Hierarchical Consistency Learning for Test-time Adaptation in Camouflage Perception
For researchers in computer vision, this work addresses the challenge of adapting COD models to unseen camouflage patterns and distribution shifts, offering a robust solution that improves generalization.
The paper tackles the problem of domain rigidity and annotation dependency in camouflaged object detection by proposing a hierarchical consistency learning (HCL) framework that integrates test-time adaptation. The method consistently outperforms state-of-the-art approaches across four camouflaged and four underwater object benchmarks under three degradation settings.

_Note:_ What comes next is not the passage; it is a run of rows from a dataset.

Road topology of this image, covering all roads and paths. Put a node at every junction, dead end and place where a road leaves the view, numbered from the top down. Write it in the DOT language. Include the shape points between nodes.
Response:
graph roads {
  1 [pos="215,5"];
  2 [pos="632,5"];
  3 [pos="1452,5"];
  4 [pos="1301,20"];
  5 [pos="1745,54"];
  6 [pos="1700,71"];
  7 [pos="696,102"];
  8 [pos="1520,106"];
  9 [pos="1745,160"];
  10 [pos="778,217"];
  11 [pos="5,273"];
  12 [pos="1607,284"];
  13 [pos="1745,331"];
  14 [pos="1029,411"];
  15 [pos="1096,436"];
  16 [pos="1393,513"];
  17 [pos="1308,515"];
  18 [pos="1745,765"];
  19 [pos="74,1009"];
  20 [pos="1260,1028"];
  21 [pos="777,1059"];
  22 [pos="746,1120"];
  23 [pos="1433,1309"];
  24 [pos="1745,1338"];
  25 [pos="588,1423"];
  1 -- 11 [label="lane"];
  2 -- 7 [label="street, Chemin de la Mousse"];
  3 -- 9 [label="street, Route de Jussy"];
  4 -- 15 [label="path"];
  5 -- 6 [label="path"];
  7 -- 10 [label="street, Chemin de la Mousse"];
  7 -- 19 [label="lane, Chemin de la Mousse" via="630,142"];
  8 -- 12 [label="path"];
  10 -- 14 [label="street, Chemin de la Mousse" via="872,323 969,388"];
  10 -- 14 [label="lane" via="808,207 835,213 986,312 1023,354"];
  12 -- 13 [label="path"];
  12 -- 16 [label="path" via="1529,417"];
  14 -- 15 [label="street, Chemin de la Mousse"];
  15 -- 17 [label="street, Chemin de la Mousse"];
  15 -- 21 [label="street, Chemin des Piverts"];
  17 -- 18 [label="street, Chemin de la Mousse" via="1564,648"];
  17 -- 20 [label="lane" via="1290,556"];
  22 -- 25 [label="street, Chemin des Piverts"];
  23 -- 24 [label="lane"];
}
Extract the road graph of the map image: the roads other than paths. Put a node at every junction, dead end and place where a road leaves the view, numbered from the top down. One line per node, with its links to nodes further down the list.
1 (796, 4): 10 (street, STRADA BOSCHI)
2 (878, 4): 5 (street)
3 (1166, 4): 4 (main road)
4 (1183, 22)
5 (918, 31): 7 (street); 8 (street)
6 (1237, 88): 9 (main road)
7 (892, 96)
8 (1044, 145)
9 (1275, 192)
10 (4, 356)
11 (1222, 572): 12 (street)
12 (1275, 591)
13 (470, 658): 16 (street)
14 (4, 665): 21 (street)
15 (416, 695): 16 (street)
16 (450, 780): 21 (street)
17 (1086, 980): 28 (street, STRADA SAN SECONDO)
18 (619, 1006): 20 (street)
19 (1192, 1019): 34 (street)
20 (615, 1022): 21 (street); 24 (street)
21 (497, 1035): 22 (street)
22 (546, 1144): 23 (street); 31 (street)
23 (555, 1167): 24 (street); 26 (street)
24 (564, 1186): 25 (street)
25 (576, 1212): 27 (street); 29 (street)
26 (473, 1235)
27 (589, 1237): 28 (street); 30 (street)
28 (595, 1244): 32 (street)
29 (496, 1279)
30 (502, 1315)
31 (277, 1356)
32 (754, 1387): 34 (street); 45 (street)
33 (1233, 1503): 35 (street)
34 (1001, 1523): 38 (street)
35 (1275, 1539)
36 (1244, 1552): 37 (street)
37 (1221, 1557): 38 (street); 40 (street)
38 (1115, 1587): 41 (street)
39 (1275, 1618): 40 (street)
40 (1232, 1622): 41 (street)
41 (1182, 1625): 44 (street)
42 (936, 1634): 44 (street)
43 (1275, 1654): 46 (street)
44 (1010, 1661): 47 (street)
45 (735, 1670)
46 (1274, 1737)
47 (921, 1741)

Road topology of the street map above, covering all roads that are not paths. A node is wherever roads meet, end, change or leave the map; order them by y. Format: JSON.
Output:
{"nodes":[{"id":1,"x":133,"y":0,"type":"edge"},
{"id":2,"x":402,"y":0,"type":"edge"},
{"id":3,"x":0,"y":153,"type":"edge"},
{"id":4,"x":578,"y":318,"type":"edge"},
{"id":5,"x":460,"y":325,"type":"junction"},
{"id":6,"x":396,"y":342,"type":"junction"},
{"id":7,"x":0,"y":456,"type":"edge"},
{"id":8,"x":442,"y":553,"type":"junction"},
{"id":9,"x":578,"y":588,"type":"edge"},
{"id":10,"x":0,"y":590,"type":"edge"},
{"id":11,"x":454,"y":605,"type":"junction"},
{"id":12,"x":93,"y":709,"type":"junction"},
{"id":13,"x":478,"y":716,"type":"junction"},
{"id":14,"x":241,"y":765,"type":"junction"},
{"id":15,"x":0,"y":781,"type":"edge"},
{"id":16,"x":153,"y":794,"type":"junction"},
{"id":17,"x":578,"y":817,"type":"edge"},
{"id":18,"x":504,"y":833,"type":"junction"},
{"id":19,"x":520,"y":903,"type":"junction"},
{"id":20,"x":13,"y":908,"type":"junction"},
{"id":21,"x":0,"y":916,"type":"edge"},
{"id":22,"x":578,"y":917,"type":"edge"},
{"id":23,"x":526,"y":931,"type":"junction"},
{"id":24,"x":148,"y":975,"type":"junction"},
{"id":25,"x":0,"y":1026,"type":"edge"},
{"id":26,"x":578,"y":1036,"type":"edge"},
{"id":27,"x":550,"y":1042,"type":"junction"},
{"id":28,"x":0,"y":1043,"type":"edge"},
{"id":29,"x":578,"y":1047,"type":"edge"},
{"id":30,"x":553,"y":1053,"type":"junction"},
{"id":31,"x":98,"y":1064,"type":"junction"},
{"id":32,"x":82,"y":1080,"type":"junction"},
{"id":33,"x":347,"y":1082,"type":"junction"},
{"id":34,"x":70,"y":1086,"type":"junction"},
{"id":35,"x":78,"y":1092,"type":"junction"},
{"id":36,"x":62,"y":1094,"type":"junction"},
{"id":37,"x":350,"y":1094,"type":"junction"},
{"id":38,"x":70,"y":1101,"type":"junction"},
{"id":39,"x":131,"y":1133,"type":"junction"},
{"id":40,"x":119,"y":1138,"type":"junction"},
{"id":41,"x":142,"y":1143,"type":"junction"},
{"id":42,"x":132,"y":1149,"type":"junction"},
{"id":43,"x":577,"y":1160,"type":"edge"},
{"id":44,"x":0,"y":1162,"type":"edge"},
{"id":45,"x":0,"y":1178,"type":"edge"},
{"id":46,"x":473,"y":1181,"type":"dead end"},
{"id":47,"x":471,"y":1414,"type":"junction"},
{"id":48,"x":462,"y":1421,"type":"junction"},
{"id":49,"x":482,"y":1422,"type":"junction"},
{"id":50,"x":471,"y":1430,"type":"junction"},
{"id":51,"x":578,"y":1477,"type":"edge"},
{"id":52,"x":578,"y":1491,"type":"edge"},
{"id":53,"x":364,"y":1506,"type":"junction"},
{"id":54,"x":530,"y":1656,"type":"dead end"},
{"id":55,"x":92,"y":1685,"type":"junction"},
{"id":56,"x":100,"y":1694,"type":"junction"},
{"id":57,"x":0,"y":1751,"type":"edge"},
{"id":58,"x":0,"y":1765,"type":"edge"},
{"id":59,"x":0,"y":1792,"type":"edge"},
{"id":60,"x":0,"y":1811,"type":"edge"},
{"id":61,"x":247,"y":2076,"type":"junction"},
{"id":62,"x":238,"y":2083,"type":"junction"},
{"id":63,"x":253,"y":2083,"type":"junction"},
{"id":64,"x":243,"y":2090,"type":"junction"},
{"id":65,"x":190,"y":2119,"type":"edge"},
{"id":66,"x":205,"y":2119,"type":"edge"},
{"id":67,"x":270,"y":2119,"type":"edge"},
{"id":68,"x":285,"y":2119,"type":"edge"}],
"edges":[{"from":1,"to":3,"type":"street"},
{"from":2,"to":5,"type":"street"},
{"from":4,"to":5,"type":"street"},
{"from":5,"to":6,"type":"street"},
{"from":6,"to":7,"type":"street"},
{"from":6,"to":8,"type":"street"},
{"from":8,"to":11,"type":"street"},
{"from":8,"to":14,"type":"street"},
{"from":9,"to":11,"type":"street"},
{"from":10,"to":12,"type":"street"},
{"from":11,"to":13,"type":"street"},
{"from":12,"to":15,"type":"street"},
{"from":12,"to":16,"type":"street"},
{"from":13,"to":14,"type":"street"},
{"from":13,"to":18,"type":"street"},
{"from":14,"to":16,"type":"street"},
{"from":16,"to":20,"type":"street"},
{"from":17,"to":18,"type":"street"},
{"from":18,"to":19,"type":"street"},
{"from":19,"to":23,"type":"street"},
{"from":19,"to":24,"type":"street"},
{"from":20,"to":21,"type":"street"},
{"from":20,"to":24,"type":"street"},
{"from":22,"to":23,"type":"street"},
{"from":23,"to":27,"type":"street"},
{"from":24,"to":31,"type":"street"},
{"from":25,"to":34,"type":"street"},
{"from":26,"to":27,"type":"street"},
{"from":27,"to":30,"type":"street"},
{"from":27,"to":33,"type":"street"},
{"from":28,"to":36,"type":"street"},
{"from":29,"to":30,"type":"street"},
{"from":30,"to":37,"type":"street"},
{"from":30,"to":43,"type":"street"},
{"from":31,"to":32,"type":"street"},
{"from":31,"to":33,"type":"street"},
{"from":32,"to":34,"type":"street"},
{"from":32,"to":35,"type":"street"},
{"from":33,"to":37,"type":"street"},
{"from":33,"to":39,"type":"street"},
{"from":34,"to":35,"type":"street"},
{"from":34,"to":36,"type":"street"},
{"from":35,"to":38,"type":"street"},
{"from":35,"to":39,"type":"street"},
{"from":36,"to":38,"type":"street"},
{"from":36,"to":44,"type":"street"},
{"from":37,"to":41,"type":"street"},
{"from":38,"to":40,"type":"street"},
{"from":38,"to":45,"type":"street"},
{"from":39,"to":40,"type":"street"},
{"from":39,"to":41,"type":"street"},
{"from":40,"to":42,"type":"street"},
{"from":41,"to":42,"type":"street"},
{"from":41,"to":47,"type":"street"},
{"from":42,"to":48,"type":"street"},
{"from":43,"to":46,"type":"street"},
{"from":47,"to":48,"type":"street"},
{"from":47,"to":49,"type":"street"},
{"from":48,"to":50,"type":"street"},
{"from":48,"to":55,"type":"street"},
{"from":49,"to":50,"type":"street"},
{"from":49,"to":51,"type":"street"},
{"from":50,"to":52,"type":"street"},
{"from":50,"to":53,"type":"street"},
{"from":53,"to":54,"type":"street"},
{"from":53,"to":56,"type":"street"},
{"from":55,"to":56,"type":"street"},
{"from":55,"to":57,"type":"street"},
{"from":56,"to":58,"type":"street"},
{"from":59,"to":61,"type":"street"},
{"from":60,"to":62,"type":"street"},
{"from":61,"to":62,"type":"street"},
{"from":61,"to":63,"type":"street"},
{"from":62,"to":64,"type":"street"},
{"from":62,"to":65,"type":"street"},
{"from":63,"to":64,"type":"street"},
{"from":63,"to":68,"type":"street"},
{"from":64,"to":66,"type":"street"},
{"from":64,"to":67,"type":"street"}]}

Camouflaged object detection (COD) aims to localize targets that exhibit minimal perceptual differences from backgrounds through physical attributes. Existing methods, constrained by the static train-then-freeze paradigm, suffer from domain rigidity and annotation dependency, limiting their adaptability to scene variations and unseen camouflage patterns. To overcome these, we propose the hierarchical consistency learning (HCL) framework, which integrates test-time adaptation for dynamic representation recalibration. Specifically, we design the hierarchical representation reconstruction (HRR) to alleviate feature entanglement by synergizing spatial reconstruction with dual-stream frequency-domain decomposition, enhancing robustness against appearance homogenization. The pixel and spectrum inference provide structural and contextual priors. We further introduce task affinity guidance (TAG) to propagate knowledge across branches via channel-wise affinity, aligning local discriminative cues and mitigating semantic drift. To ensure semantic invariance, we formulate the prototype consistency calibration (PCC), which aggregates region features into compact prototypes and establishes prototype-feature similarity. This imposes implicit and hierarchical constraints that bridge task and representation gaps. Extensive experiments across four camouflaged and four underwater object benchmarks, under three degradation settings, demonstrate that our method consistently outperforms state-of-the-art approaches, highlighting its robustness and generalization under distribution shifts.